*Task directions:*
Nothing in the records may be changed; reproduce all of them.

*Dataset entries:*

- Opening Delimiter -

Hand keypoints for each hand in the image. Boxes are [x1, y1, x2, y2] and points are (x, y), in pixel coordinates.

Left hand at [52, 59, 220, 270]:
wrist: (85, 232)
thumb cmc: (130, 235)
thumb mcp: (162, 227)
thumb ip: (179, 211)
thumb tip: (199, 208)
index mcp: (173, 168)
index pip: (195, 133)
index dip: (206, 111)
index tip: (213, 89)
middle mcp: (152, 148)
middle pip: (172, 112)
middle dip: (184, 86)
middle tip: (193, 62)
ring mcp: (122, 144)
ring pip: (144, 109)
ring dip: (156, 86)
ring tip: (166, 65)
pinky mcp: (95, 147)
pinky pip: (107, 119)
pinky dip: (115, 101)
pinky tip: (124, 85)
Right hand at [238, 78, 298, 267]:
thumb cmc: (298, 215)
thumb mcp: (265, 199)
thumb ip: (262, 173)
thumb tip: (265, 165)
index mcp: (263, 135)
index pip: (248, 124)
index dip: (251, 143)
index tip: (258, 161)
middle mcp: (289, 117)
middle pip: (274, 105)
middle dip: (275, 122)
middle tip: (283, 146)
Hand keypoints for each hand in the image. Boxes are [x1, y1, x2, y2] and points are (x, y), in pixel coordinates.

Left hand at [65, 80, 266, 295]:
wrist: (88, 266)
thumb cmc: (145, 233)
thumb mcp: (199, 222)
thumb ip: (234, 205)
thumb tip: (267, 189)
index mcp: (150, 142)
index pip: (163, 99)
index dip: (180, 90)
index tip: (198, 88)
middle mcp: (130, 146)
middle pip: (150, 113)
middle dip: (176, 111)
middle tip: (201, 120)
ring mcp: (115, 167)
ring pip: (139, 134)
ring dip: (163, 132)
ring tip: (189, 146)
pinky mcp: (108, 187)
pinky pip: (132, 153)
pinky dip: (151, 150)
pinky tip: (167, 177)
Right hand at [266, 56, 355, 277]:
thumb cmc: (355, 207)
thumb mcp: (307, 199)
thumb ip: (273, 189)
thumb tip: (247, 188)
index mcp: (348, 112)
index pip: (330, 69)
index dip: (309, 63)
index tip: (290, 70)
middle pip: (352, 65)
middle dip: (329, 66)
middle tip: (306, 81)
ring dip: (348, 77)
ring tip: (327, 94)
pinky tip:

- Closing Delimiter -

*Response area:*
Hand keypoints for each hand in the image. Boxes are [x1, y1, x2, y2] and points are (x, y), in pixel coordinates.

Left hand at [52, 59, 220, 270]:
wrist: (85, 232)
thumb cmc: (130, 235)
thumb mcp: (162, 227)
thumb ip: (179, 211)
thumb tip: (199, 208)
index mcp: (173, 168)
index pip: (195, 133)
index dip: (206, 111)
index tip: (213, 89)
middle mcp: (152, 148)
middle pip: (172, 112)
middle dip: (184, 86)
middle tip: (193, 62)
ring mcp: (122, 144)
ring pip: (144, 109)
ring dip: (156, 86)
ring tip: (166, 65)
pinky mcp: (95, 147)
pinky pip: (107, 119)
pinky dip: (115, 101)
pinky tip: (124, 85)
Right hand at [238, 78, 298, 267]:
thumb cmc: (298, 215)
thumb mcp: (265, 199)
thumb ip: (262, 173)
thumb tip: (265, 165)
index mcp: (263, 135)
index pip: (248, 124)
index dip: (251, 143)
index tip: (258, 161)
middle mcp: (289, 117)
middle pip: (274, 105)
middle dip: (275, 122)
middle tip: (283, 146)
Hand keypoints for each hand in the image. Boxes are [x1, y1, x2, y2] and points are (x, y), in pixel coordinates.

Left hand at [65, 80, 266, 295]:
wrist: (88, 266)
thumb cmc: (145, 233)
thumb mcp: (199, 222)
thumb ip: (234, 205)
thumb tip: (267, 189)
index mcp: (150, 142)
index pip: (163, 99)
index dip: (180, 90)
index tip: (198, 88)
middle mcp: (130, 146)
middle pip: (150, 113)
middle dip: (176, 111)
middle tip: (201, 120)
ring mcp: (115, 167)
ring pip: (139, 134)
ring dip: (163, 132)
ring tip: (189, 146)
pinky mcp: (108, 187)
pinky pip: (132, 153)
pinky dip: (151, 150)
pinky tip: (167, 177)
Right hand at [266, 56, 355, 277]:
thumb cmc: (355, 207)
thumb mcp: (307, 199)
thumb ip: (273, 189)
thumb tip: (247, 188)
index mcp: (348, 112)
index pip: (330, 69)
index dip: (309, 63)
index tip: (290, 70)
middle pip: (352, 65)
middle dip: (329, 66)
middle tip: (306, 81)
ring dip: (348, 77)
ring tip: (327, 94)
pinky tip:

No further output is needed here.